Function types are the most crucial type to Agda-style proof assistant, but the naming conventions clash with the ancient Chinese wisdom. For there is no construction of 'if...else...' in classical chinese, but the concept of generation(), however, the syntax would look awkward when higher order functional arguments are present. But we should support the definition of (〇生〇 as 若〇则〇);

Syntax of inductive types

All types in wyd are inductive. I will introduce their general definition. An inductive definition gives a type possibly parametrized and indexed over other types, by enumerating ways to construct them. For instance, the type Bool is given by two constructors true and false, and the type Nat is given by Z and S. I suggest using the word for the keyword data, for a type usually expresses some proposition, which corresponds to the notion of in ancient Chinese.

The type resides in the universe. The universes are named Set_i in Agda for Natural number i. I suggest we use 天下 to indicate universe.

The general syntax of data definition is as follows. https://agda.readthedocs.io/en/v2.6.0.1/language/data-types.html#parametrized-datatypes

data Name {...args} (...args) : T -> Set where
    c1 : T1 -> Name ...
    c2 : T2 -> Name ...
    c3 : T3 -> Name ...
有道名Name盖...args于...args,实若T则天下之道也。
    有物名c1,实若T1则Name于...
    有物名c2,实若T2则Name于...
    有物名c3,实若T3则Name于...
    云云

For example, we may define Bool and Nat conveniently as follows.

data Bool : Set where
    true : Bool
    false : Bool
有道名爻,实天下之道也。
    有物名阳,实爻也。
    有物名阴,实爻也。
    云云

data Nat : Set where
    Z : Nat
    S : Nat -> Nat
有道名数,实天下之道也。
    有物名零,实数也。
    有物名进一,实若数则数也。
    云云

Discussion

The syntax here is optional. Depending on whether we want to use white space to delimit definitions. Also, the use of new line characters is assumed in the previous examples, but we could relax this restriction by observing that all sentences so far is in the form of 有物...也, 有道...云云, ...者...也.

For a more complex example, consider the type of List with length Vec.

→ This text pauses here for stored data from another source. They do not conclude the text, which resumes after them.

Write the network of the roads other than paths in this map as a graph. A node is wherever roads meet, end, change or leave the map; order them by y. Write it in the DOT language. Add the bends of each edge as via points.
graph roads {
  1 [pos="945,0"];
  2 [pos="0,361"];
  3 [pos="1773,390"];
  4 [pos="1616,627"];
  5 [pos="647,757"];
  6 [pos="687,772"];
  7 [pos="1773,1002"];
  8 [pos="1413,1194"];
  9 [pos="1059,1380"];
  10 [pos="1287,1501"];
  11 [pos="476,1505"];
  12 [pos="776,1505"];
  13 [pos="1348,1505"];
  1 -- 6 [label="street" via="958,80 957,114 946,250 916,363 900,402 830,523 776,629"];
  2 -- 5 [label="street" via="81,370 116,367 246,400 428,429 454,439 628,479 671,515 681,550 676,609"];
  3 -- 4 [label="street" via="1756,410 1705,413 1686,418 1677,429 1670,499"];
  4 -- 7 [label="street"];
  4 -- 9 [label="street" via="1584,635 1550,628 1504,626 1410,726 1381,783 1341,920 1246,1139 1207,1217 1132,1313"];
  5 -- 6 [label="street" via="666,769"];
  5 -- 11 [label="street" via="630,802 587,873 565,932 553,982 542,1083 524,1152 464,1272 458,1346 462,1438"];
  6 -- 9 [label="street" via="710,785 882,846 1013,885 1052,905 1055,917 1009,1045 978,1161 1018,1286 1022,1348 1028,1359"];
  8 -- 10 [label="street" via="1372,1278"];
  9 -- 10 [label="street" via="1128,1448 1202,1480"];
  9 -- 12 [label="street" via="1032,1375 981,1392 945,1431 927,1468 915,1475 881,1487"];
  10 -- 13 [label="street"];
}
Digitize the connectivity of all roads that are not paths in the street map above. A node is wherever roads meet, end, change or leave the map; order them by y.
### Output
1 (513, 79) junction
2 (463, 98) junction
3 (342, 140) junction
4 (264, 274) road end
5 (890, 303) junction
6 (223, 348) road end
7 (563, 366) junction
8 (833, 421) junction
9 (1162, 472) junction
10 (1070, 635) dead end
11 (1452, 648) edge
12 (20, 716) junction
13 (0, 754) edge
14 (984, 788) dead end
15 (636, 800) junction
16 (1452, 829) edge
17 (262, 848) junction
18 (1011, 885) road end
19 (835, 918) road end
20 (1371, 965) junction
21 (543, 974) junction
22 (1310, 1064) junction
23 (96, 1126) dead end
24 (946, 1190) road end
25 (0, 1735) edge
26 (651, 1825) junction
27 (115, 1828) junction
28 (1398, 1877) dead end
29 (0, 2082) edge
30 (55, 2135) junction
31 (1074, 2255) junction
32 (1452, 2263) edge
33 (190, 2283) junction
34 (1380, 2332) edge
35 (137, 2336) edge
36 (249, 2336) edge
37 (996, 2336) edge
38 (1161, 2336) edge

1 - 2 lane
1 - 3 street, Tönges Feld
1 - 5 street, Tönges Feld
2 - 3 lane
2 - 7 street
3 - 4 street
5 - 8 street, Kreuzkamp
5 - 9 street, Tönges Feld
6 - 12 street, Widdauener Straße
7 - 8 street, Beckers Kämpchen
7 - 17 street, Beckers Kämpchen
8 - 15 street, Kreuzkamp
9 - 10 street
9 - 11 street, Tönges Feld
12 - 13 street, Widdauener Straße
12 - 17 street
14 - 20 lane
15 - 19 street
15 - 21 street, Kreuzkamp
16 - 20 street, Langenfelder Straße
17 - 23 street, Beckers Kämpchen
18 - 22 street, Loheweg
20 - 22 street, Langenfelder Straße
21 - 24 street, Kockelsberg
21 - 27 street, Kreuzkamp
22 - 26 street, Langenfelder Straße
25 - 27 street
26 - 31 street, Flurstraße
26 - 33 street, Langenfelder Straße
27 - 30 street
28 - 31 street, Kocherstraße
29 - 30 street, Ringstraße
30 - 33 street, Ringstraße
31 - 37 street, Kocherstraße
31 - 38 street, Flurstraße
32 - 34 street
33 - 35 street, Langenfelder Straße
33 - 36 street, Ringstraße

data Vec {a} (A : Set a) : ℕ → Set a where
  []  : Vec A zero
  _∷_ : ∀ {n} (x : A) (xs : Vec A n) → Vec A (suc n)

We may transcribe it in wyd as follows.

有道名向量盖小甲于「有物名大甲,实天下于小甲之物也」,实若数则天下于小甲之道也。
    有物名空列,实向量于大甲于零也。
    有物名「于〇之首追加〇」,实
        若「或有物名原长,实数之物也」
        则若「有物名甲,实大甲之物也」
        则若「有物名众甲,实向量于大甲于原长也」
        则向量于大甲于「进一「原长」」也。
    云云。

Discussion

Notice that we've used both in application and names, this is ok because names are quoted.

So far is our core language defined. It is quite powerful that we can already encode a lot of computations, e.g. arithmetic operations on natural numbers, list operations on vectors, etc. For the rest of this issue, I will list all common types seen in Agda and propose their transcription in wyd.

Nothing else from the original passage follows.